Kimberley Ackerman, a group home worker, spoke scathingly about Governor Ned Lamont’s proposal to continue poverty wages for the group home workers. She told News 8, “He wants to pay the individuals $14.75 an hour? $14.75 an hour? Do you know that 30 hours of your monthly salary goes to pay for your health insurance? … A lot of people are on food stamps or are using the food banks to provide for their families because that $14.75 is just not enough.”

While Lamont insists on poverty wages for health care staff, the Democratic governor represents the interests of the corporations and elite, of which he is part. The New York Times reported Lamont’s net worth at an estimated $90–$332 million, based on his 2006 financial disclosure. In 2018, Lamont reported federal income totaling nearly $18 million over the past five years—which is 253 times the median household income in Connecticut.

The Connecticut Post was obliged to take note of the Democratic governor’s fortune when he refused to make public his federal tax returns, noting “For Lamont, home is a $7 million, 8,300-square-foot colonial behind bushy evergreens and a high, deer-proof fence on a secluded, private cul de sac in mid-country Greenwich. Lamont’s eight bathrooms became a point of contention during the primary. The adjoining two-acre, $1.6 million parcel was added for privacy. A few miles away, along Long Island Sound, a slick 22-foot Mako power boat is docked.” Lamont has predictably refused to raise taxes on the wealthy and was quoted in the Hartford Courant in May, “You don’t raise taxes when you don’t have to raise taxes.”

Oak Hill was the largest group of six that were faced with the threat of a strike. Barry M. Simon, CEO of Oak Hill, commented on the difficulties of finding replacement staff in a population that has been ravaged by the pandemic, noting that out of 600 open positions he was able to fill only thirteen.

In a desperate move, the company then started transferring patients over to other nursing homes and even homes of the families, where possible, in the morning of June 3. Simon noted that many patients were limited in their ability to communicate and removing them from their familiar surroundings attended by highly skilled staff would take a heavy emotional cost. “They’re highly anxious.
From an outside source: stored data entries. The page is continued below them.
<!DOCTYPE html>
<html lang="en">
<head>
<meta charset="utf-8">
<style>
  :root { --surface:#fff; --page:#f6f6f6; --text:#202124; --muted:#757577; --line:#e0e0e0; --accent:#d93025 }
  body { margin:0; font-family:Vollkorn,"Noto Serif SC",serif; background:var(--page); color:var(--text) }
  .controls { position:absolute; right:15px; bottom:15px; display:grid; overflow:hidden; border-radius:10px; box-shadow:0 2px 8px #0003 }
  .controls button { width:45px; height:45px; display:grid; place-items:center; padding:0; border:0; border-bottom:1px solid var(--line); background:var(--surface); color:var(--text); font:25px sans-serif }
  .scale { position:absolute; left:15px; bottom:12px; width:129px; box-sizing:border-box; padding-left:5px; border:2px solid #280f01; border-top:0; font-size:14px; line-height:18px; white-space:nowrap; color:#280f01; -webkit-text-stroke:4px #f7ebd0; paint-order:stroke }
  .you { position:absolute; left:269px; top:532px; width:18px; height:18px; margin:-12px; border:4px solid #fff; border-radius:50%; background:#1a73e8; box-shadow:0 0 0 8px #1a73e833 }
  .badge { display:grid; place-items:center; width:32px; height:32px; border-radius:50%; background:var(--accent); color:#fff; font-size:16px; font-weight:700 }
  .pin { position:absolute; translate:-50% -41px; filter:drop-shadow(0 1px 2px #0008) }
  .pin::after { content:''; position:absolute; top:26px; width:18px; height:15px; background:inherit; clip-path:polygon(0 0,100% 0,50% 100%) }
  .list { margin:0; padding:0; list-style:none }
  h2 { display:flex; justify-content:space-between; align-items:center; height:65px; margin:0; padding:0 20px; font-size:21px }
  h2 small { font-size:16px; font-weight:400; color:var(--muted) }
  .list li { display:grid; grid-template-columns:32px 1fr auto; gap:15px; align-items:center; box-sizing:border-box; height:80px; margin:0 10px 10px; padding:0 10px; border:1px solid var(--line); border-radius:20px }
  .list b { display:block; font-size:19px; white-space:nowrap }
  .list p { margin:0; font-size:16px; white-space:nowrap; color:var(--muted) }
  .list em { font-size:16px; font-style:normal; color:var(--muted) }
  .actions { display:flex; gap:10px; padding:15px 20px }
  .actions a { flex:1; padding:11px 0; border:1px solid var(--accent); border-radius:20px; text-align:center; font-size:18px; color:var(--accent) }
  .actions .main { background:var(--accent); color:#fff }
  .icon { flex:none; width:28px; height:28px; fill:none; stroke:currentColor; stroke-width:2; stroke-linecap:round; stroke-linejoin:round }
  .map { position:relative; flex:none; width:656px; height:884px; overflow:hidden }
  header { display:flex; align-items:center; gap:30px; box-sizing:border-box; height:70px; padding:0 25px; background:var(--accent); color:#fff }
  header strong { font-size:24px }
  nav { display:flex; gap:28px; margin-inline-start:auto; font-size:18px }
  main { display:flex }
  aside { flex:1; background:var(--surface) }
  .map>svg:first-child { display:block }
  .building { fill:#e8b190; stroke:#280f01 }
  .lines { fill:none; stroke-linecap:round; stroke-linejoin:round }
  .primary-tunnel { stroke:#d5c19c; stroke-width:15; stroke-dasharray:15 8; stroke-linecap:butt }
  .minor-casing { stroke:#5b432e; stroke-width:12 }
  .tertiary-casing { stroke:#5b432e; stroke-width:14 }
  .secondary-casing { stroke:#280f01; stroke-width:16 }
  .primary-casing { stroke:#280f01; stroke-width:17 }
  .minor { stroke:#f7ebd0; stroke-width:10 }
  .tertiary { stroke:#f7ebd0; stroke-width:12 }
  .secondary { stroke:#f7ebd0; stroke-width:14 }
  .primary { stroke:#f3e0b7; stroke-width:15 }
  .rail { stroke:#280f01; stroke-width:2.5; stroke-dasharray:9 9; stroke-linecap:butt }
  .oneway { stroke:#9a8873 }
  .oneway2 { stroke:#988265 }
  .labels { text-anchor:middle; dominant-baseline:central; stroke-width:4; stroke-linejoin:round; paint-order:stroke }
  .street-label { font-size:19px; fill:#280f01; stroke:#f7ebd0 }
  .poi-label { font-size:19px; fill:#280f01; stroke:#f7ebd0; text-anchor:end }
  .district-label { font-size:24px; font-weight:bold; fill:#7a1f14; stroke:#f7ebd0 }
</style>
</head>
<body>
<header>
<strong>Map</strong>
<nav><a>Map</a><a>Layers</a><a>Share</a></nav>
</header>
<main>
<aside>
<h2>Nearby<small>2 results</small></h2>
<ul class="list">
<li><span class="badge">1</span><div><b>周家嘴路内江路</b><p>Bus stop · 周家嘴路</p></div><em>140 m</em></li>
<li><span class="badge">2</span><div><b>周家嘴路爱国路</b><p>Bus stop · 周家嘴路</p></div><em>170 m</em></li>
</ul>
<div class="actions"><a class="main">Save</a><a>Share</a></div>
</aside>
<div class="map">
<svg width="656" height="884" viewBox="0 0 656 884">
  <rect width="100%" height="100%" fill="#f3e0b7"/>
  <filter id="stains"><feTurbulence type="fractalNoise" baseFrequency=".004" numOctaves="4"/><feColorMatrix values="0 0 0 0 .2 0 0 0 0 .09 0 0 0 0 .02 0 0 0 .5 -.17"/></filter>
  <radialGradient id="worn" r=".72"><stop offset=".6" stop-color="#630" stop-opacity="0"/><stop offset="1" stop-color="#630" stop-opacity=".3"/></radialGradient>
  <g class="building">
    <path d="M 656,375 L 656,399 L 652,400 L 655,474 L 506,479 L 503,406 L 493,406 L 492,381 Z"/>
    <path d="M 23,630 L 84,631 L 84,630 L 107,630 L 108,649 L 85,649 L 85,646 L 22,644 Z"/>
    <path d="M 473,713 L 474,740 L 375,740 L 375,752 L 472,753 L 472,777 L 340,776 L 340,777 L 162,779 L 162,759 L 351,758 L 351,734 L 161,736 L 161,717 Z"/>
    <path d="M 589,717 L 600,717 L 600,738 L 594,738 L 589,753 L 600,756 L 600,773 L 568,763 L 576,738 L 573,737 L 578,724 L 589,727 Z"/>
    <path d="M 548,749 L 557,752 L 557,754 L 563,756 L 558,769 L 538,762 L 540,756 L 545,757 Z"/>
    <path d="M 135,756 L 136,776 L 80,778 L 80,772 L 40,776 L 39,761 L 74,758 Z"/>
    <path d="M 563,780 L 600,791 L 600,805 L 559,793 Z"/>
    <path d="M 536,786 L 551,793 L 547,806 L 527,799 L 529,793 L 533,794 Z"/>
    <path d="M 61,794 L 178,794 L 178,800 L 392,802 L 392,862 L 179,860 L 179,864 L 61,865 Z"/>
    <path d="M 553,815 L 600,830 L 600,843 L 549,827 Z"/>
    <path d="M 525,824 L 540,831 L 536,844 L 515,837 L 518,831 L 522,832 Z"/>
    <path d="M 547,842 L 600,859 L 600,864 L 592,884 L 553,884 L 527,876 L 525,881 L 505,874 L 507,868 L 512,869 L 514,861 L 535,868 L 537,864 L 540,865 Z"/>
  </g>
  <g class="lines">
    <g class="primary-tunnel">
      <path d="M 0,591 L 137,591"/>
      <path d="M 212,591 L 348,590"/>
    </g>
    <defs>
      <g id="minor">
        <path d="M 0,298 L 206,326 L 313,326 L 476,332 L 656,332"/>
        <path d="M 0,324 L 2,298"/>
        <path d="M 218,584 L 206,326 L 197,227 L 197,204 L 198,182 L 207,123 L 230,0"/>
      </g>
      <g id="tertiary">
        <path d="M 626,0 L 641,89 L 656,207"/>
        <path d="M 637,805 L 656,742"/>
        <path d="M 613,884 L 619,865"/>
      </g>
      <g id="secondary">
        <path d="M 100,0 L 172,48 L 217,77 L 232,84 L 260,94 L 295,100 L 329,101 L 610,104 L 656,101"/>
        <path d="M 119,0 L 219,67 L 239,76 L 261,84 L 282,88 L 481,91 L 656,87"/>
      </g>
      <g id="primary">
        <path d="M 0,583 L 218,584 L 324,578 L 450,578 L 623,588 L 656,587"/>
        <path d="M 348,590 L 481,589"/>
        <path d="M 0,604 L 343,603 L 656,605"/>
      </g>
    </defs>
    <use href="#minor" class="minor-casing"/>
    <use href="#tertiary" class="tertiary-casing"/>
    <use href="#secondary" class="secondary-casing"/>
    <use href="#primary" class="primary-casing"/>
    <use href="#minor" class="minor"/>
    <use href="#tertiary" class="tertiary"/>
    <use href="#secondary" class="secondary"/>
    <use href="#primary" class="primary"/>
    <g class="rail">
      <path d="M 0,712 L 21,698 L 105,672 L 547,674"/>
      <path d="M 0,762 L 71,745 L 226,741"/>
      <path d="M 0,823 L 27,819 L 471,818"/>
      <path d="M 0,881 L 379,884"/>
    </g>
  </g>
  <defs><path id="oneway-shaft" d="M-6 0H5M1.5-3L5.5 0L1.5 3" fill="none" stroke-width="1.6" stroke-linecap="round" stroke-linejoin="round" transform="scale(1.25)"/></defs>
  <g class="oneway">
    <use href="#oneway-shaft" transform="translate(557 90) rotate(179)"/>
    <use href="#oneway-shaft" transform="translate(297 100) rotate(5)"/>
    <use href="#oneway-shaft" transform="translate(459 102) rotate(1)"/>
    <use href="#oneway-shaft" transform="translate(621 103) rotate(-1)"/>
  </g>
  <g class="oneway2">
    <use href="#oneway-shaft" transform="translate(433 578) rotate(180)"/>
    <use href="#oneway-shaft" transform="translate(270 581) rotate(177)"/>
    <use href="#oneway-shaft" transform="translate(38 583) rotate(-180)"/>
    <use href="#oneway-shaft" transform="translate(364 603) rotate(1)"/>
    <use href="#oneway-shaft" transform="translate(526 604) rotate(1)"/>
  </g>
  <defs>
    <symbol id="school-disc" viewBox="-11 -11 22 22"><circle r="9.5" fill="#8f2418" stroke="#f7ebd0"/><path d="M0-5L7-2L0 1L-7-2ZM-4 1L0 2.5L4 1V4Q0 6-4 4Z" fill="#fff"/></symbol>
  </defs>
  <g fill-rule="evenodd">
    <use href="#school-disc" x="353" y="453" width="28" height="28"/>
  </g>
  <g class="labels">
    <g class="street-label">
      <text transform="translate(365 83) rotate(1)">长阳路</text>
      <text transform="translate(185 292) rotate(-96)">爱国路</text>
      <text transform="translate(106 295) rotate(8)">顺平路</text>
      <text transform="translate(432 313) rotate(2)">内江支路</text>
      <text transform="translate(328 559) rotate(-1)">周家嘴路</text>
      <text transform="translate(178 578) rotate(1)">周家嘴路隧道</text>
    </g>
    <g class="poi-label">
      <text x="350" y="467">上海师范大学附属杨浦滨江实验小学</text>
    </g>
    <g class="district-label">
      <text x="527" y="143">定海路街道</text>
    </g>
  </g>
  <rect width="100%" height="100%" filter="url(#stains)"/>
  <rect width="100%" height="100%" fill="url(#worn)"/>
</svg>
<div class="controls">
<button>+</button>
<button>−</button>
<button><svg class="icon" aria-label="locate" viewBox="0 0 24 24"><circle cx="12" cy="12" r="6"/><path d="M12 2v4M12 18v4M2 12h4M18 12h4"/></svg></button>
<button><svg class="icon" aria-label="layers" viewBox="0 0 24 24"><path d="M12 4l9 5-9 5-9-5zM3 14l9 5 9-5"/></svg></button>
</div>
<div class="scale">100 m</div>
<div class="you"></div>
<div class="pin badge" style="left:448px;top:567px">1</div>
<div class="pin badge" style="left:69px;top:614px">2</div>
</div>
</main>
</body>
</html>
They’re terrified of this.”

The SEIU has no intention of mobilizing its 29,000 statewide membership to fight for living wages or patient safety. Instead it has worked to enforce a deal that provides a $20 an hour wage, which is currently near poverty, and that will be worth far less by 2023.

The companies caring for these vulnerable populations are nonprofit in name only. The 2019 IRS form 990 of Oak Hill shows Barry M. Simon made $240,422 and that the organization has paid its top eight officers $1.2 million, including Simon. Similarly Zachary Wray, president of nonprofit Sunrise, made $278,881 in 2018 and its nine top officers got a total of $1.4 million.

To advance their fight for decent pay and working conditions group home workers must take the fight out of the hands of the SEIU that has tied their hands at every step. The path forward is shown by Volvo workers in Dublin, Virginia, that walked out on strike at noon Monday after their vote Sunday overwhelmingly defeating the second pro-company contract proposal agreed to by the United Auto Workers union. Workers voted by 90 percent to reject the six-year deal, which would have continued the string of concession-laden contracts pushed by the UAW spanning decades.

Health care workers should follow the lead of Volvo workers and set up their own rank-and-file committee, independent of the corrupt SEIU, to democratically decide on their demands and how to fight for them.